## Exercise details
The goal is to restate all of the records below word for word.

Dataset items
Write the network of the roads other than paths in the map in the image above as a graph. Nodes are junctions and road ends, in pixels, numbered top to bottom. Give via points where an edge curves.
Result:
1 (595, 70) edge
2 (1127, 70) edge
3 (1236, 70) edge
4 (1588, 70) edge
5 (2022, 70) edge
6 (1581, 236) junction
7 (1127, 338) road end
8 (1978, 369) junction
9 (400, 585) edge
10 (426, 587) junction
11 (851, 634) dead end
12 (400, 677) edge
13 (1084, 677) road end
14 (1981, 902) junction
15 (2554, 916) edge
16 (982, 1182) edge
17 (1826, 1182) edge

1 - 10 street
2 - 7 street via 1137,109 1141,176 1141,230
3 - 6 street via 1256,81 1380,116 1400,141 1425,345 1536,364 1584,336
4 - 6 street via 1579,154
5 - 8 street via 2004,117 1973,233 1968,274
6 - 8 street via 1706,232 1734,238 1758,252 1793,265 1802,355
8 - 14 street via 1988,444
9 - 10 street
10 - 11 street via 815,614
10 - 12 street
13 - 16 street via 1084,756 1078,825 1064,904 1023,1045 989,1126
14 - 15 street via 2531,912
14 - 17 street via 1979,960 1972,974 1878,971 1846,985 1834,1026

## Your solution
Write the network of the roads other than paths in the map in the image above as a graph. Nodes are junctions and road ends, in pixels, numbered top to bottom. Give via points where an edge curves.
Result:
1 (595, 70) edge
2 (1127, 70) edge
3 (1236, 70) edge
4 (1588, 70) edge
5 (2022, 70) edge
6 (1581, 236) junction
7 (1127, 338) road end
8 (1978, 369) junction
9 (400, 585) edge
10 (426, 587) junction
11 (851, 634) dead end
12 (400, 677) edge
13 (1084, 677) road end
14 (1981, 902) junction
15 (2554, 916) edge
16 (982, 1182) edge
17 (1826, 1182) edge

1 - 10 street
2 - 7 street via 1137,109 1141,176 1141,230
3 - 6 street via 1256,81 1380,116 1400,141 1425,345 1536,364 1584,336
4 - 6 street via 1579,154
5 - 8 street via 2004,117 1973,233 1968,274
6 - 8 street via 1706,232 1734,238 1758,252 1793,265 1802,355
8 - 14 street via 1988,444
9 - 10 street
10 - 11 street via 815,614
10 - 12 street
13 - 16 street via 1084,756 1078,825 1064,904 1023,1045 989,1126
14 - 15 street via 2531,912
14 - 17 street via 1979,960 1972,974 1878,971 1846,985 1834,1026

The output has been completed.